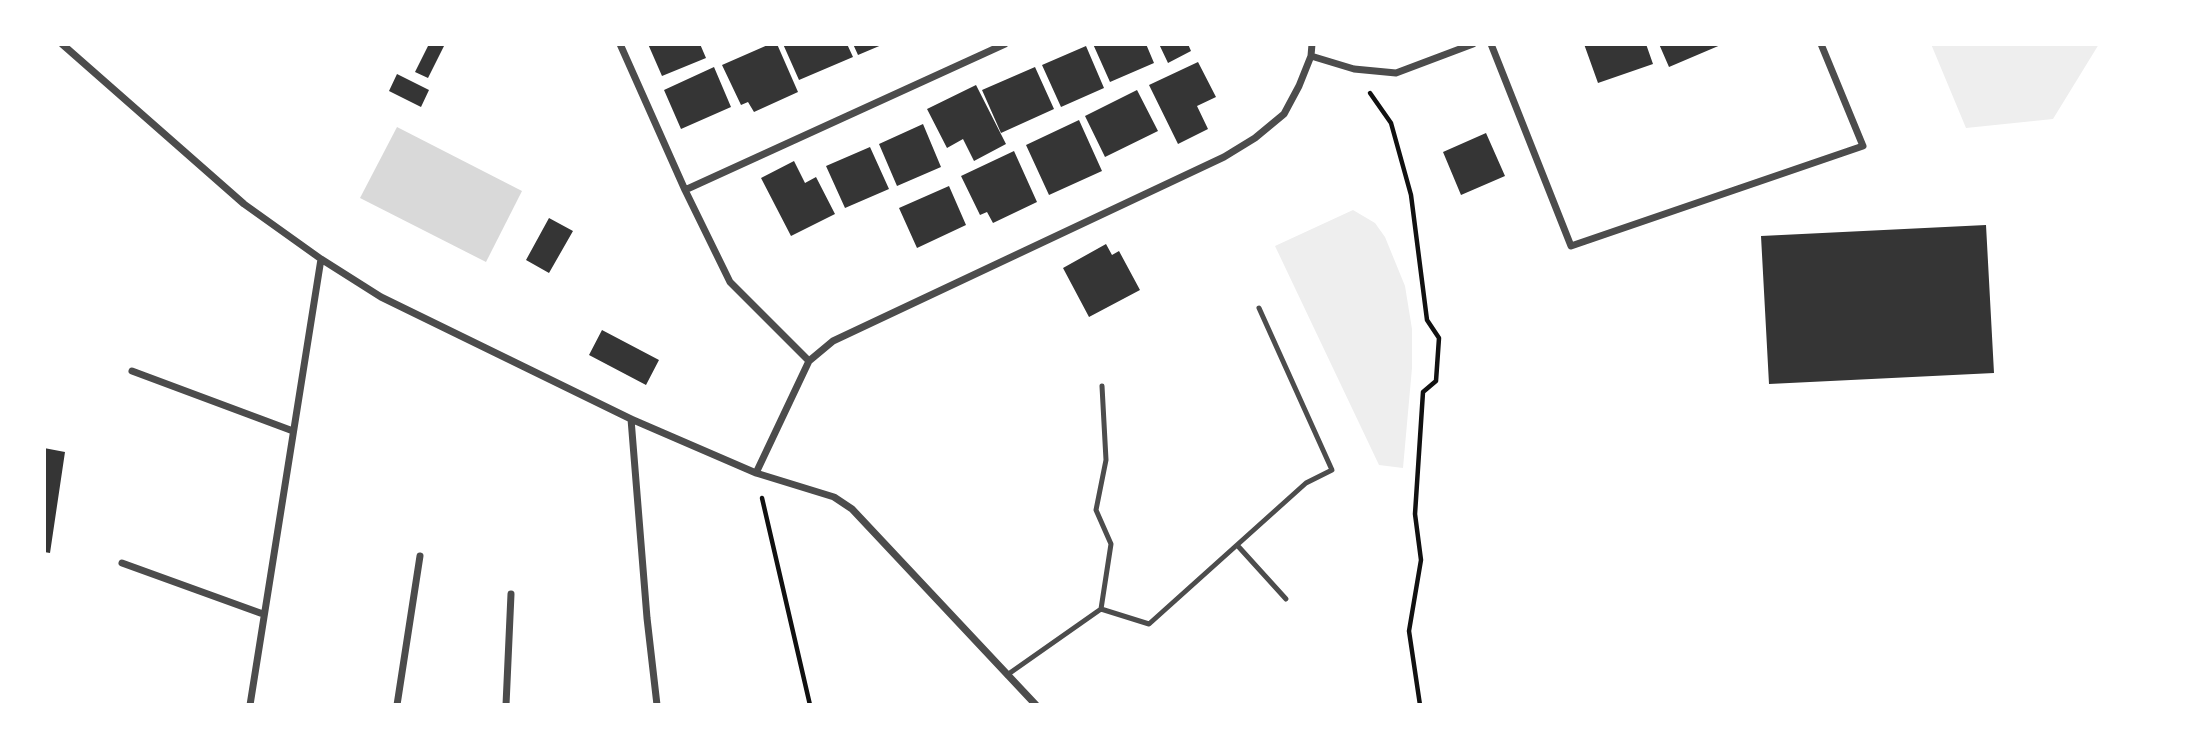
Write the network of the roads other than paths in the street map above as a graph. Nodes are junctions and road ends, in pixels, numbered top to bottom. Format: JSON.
{"nodes":[{"id":1,"x":62,"y":44,"type":"edge"},
{"id":2,"x":620,"y":44,"type":"edge"},
{"id":3,"x":1004,"y":44,"type":"edge"},
{"id":4,"x":1312,"y":44,"type":"edge"},
{"id":5,"x":1473,"y":44,"type":"edge"},
{"id":6,"x":1491,"y":44,"type":"edge"},
{"id":7,"x":1821,"y":44,"type":"edge"},
{"id":8,"x":1311,"y":56,"type":"junction"},
{"id":9,"x":685,"y":190,"type":"junction"},
{"id":10,"x":321,"y":259,"type":"junction"},
{"id":11,"x":1259,"y":308,"type":"dead end"},
{"id":12,"x":808,"y":361,"type":"junction"},
{"id":13,"x":132,"y":371,"type":"dead end"},
{"id":14,"x":1102,"y":386,"type":"dead end"},
{"id":15,"x":631,"y":419,"type":"junction"},
{"id":16,"x":293,"y":431,"type":"junction"},
{"id":17,"x":756,"y":473,"type":"junction"},
{"id":18,"x":1237,"y":545,"type":"junction"},
{"id":19,"x":420,"y":556,"type":"dead end"},
{"id":20,"x":122,"y":563,"type":"dead end"},
{"id":21,"x":511,"y":594,"type":"dead end"},
{"id":22,"x":1286,"y":599,"type":"dead end"},
{"id":23,"x":1101,"y":609,"type":"junction"},
{"id":24,"x":264,"y":614,"type":"junction"},
{"id":25,"x":1007,"y":675,"type":"junction"},
{"id":26,"x":250,"y":705,"type":"edge"},
{"id":27,"x":397,"y":705,"type":"edge"},
{"id":28,"x":506,"y":705,"type":"edge"},
{"id":29,"x":657,"y":705,"type":"edge"},
{"id":30,"x":1036,"y":705,"type":"edge"}],
"edges":[{"from":1,"to":10,"type":"street"},
{"from":2,"to":9,"type":"street"},
{"from":3,"to":9,"type":"street"},
{"from":4,"to":8,"type":"street"},
{"from":5,"to":8,"type":"street"},
{"from":6,"to":7,"type":"street"},
{"from":8,"to":12,"type":"street"},
{"from":9,"to":12,"type":"street"},
{"from":10,"to":15,"type":"street"},
{"from":10,"to":16,"type":"street"},
{"from":11,"to":18,"type":"lane"},
{"from":12,"to":17,"type":"street"},
{"from":13,"to":16,"type":"street"},
{"from":14,"to":23,"type":"lane"},
{"from":15,"to":17,"type":"street"},
{"from":15,"to":29,"type":"street"},
{"from":16,"to":24,"type":"street"},
{"from":17,"to":25,"type":"street"},
{"from":18,"to":22,"type":"lane"},
{"from":18,"to":23,"type":"lane"},
{"from":19,"to":27,"type":"street"},
{"from":20,"to":24,"type":"street"},
{"from":21,"to":28,"type":"street"},
{"from":23,"to":25,"type":"lane"},
{"from":24,"to":26,"type":"street"},
{"from":25,"to":30,"type":"street"}]}
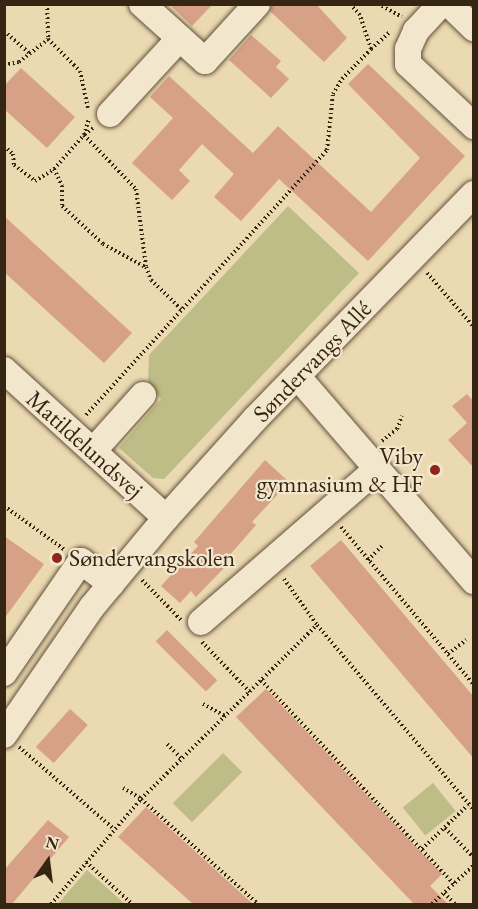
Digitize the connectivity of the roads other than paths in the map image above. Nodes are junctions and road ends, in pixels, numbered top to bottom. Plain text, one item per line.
1 (141, 4) edge
2 (257, 4) edge
3 (441, 4) edge
4 (449, 4) edge
5 (474, 28) edge
6 (180, 38) junction
7 (110, 114) dead end
8 (474, 126) edge
9 (474, 194) edge
10 (4, 370) edge
11 (297, 376) junction
12 (143, 395) dead end
13 (93, 451) junction
14 (371, 462) junction
15 (166, 518) junction
16 (474, 581) edge
17 (111, 584) junction
18 (201, 622) dead end
19 (4, 673) edge
20 (9, 738) edge

1 - 6 street
2 - 6 street
3 - 8 street
4 - 5 street
6 - 7 street
9 - 11 street, Søndervangs Allé
10 - 13 street, Matildelundsvej
11 - 14 street
11 - 15 street, Søndervangs Allé
12 - 13 street
13 - 15 street, Matildelundsvej
14 - 16 street
14 - 18 street
15 - 17 street, Søndervangs Allé
17 - 19 street
17 - 20 street, Søndervangs Allé

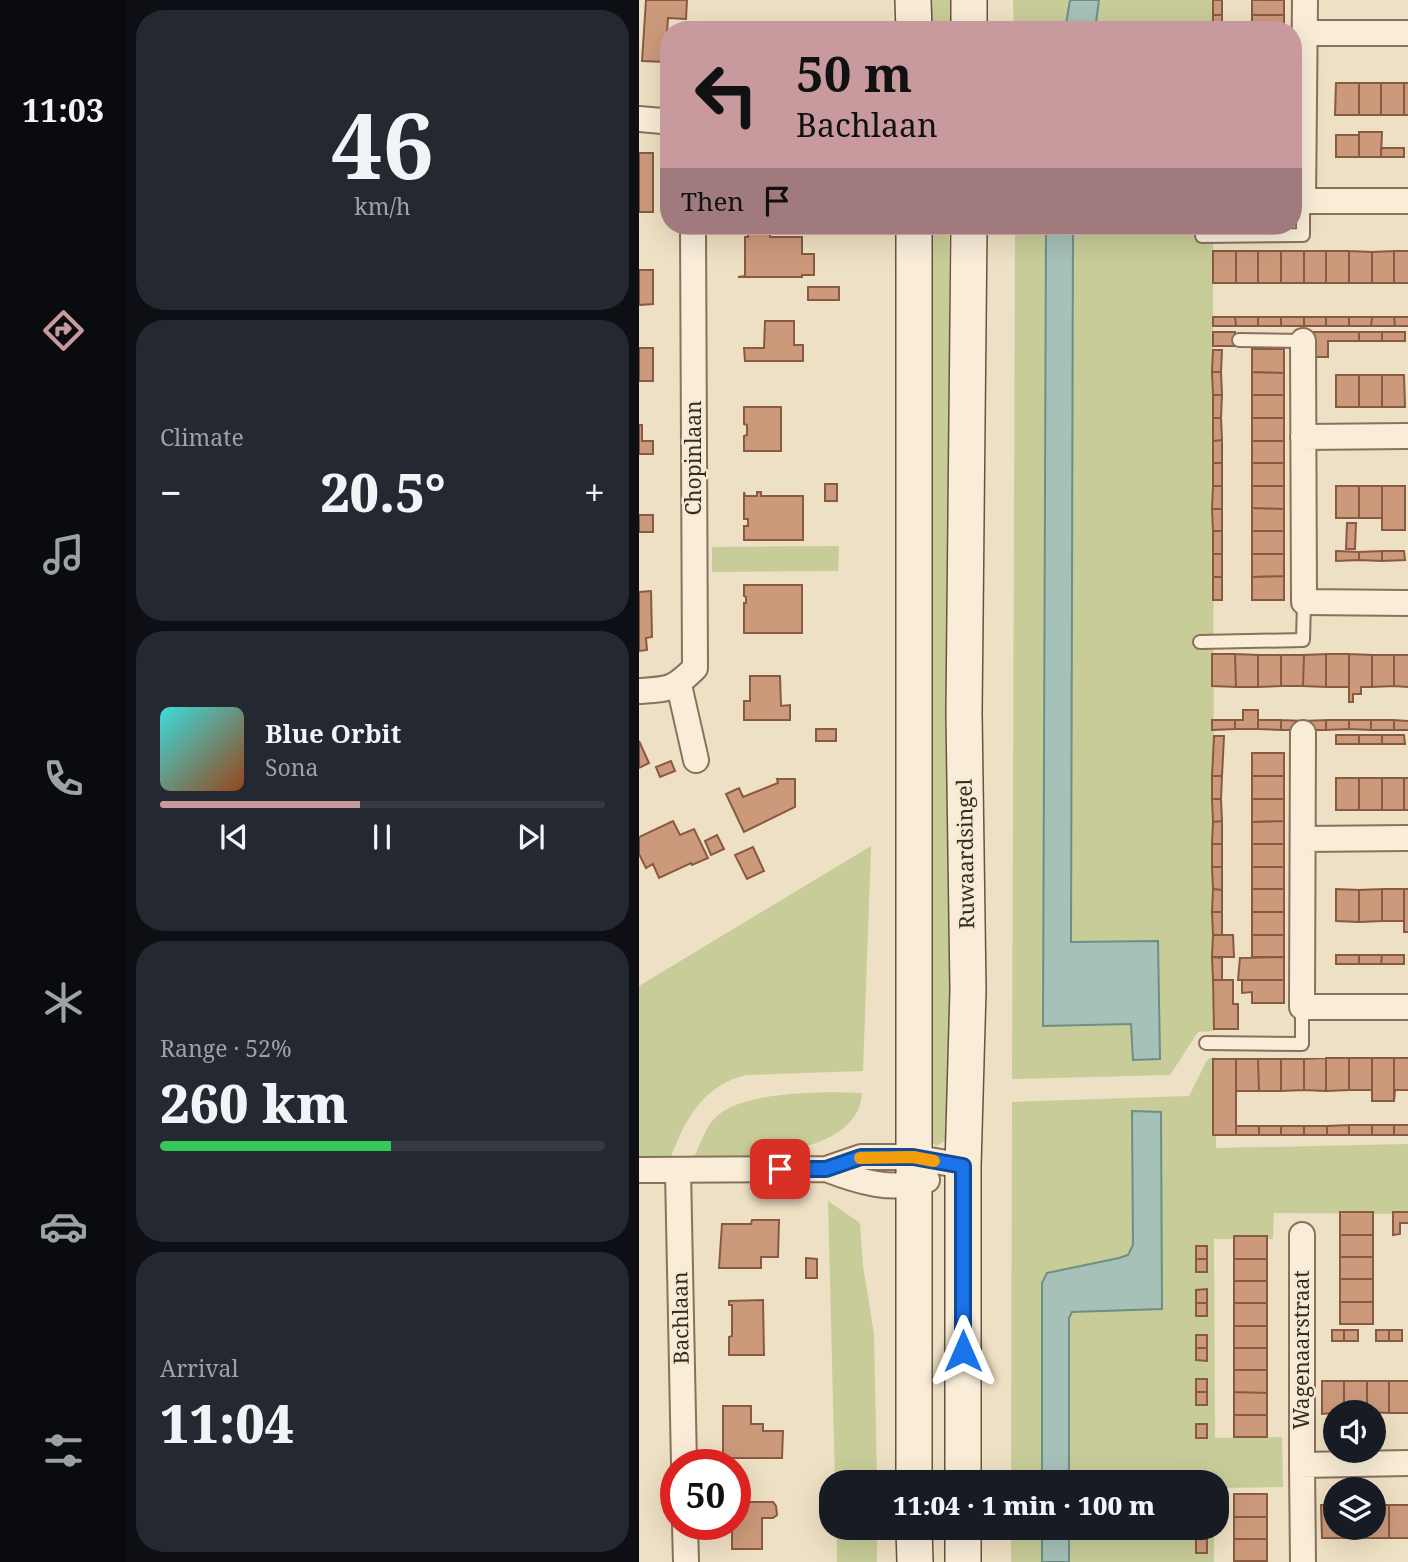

= = =

▶ Exercise directions
Whenever a line of the material above contains the string "ends", copy that line out.

▶ Answer to this problem
Write the network of the roads other than paths in the street map above as a graph. Nodes are junctions and road ends, in pixels, numbered top to bottom. Format: JSON.
Digitize the connectivity of the roads other than paths in the map image above. Nodes are junctions and road ends, in pixels, numbered top to bottom. Plain text, one item per line.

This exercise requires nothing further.